Count the lines below that hold the string "main". Give only that number.

Saved data entries:

== == ==

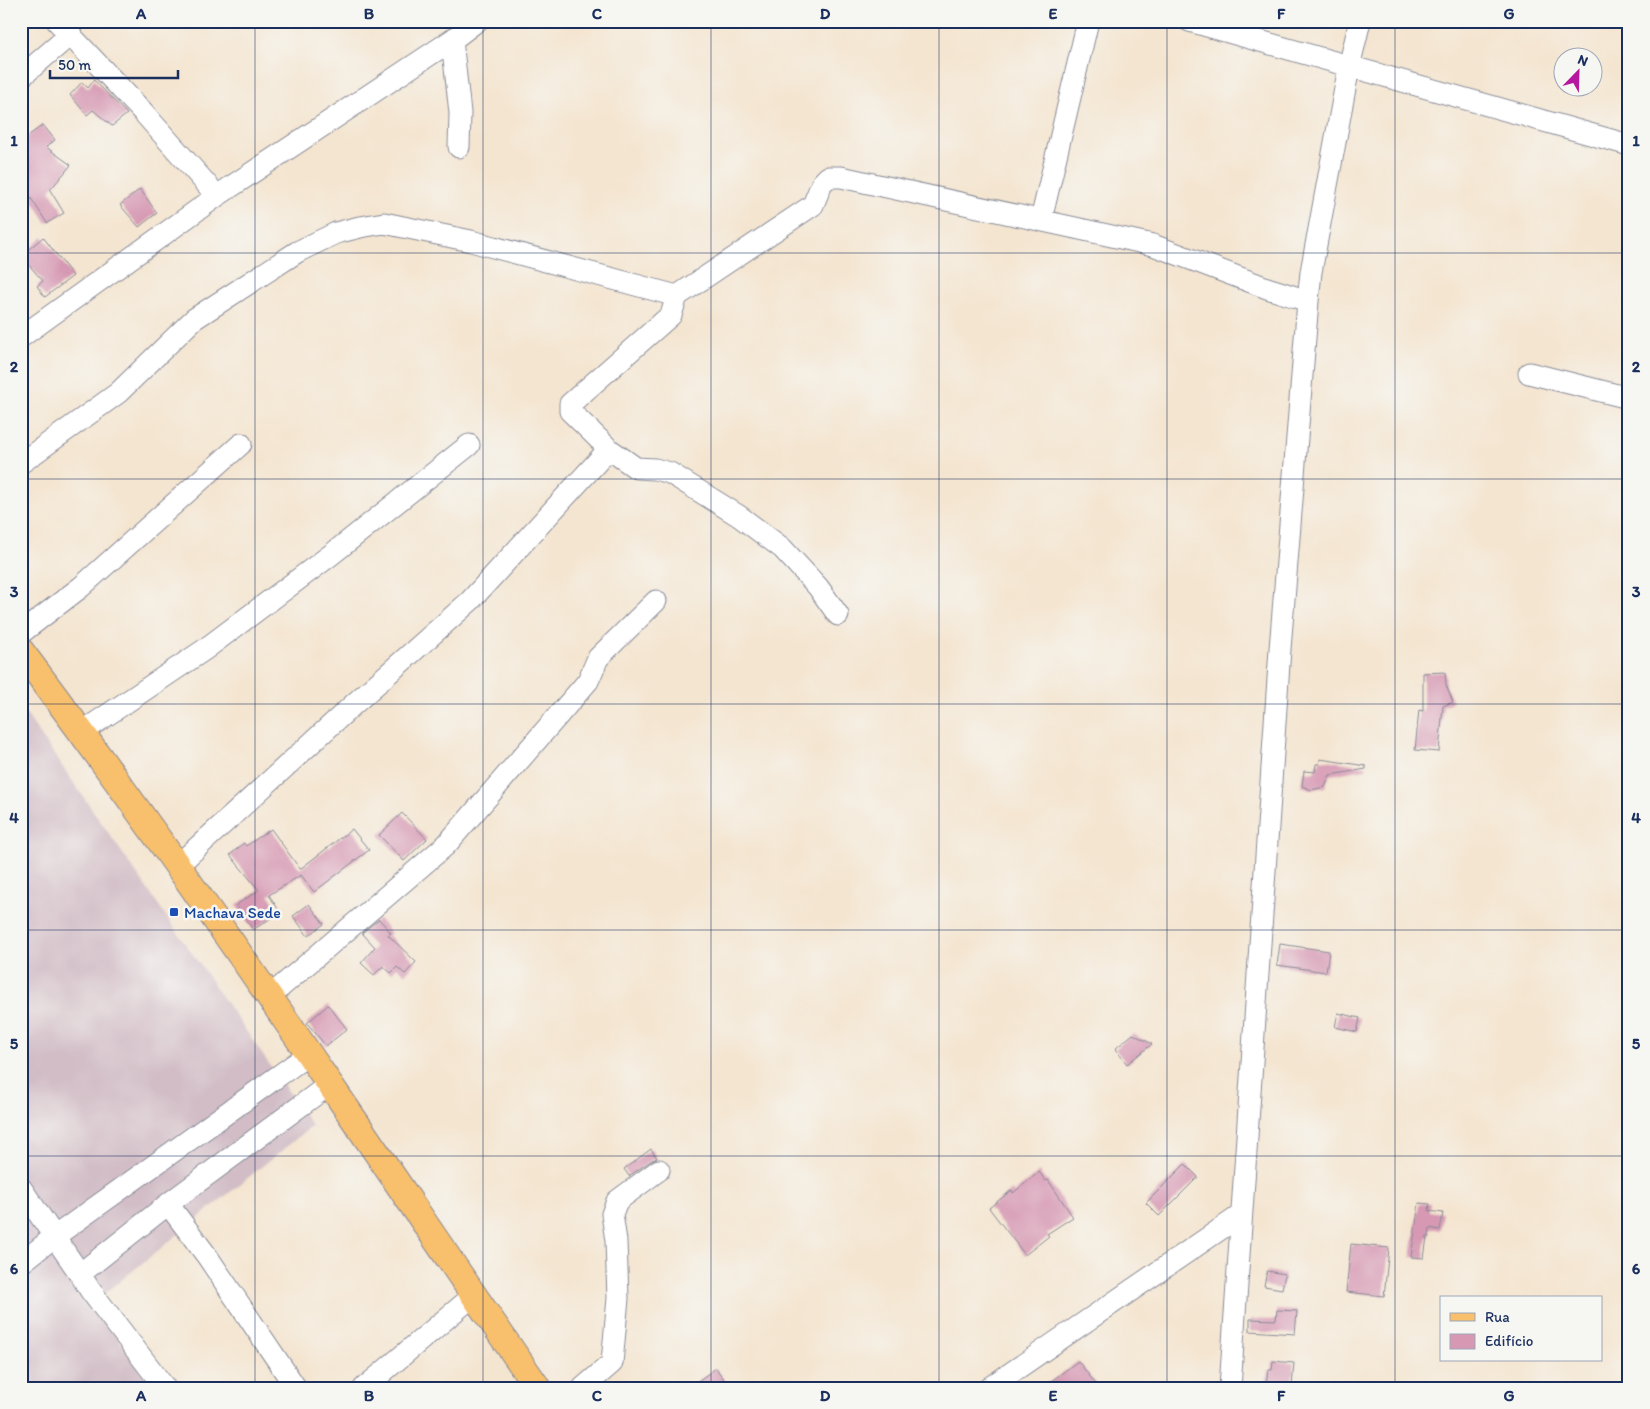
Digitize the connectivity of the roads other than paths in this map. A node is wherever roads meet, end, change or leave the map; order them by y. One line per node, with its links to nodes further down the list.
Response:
1 (478, 21): 6 (street)
2 (1088, 21): 12 (street)
3 (1189, 21): 7 (street)
4 (1360, 21): 7 (street)
5 (64, 28): 8 (street); 11 (street)
6 (452, 40): 10 (street); 11 (street)
7 (1349, 67): 9 (street); 14 (street)
8 (21, 77)
9 (1629, 145)
10 (459, 147)
11 (217, 196): 15 (street)
12 (1041, 220): 13 (street); 14 (street)
13 (677, 296): 20 (street); 21 (street)
14 (1308, 301): 34 (street)
15 (21, 337)
16 (1529, 373): 17 (street)
17 (1629, 398)
18 (241, 444): 24 (street)
19 (470, 444): 26 (street)
20 (609, 449): 23 (street); 27 (street)
21 (21, 463)
22 (656, 601): 28 (street)
23 (838, 615)
24 (21, 633)
25 (21, 651): 26 (main road)
26 (82, 732): 27 (main road)
27 (177, 866): 28 (main road)
28 (269, 997): 29 (main road)
29 (309, 1054): 30 (main road); 35 (street)
30 (330, 1084): 33 (street); 38 (main road)
31 (659, 1170): 43 (street)
32 (21, 1188): 35 (street)
33 (168, 1204): 37 (street); 40 (street)
34 (1241, 1215): 44 (street); 45 (street)
35 (54, 1237): 36 (street); 37 (street)
36 (21, 1263)
37 (80, 1274): 39 (street)
38 (474, 1296): 41 (street); 42 (main road)
39 (165, 1388)
40 (296, 1388)
41 (364, 1388)
42 (538, 1388)
43 (583, 1388)
44 (989, 1388)
45 (1230, 1388)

== == ==

Output → 7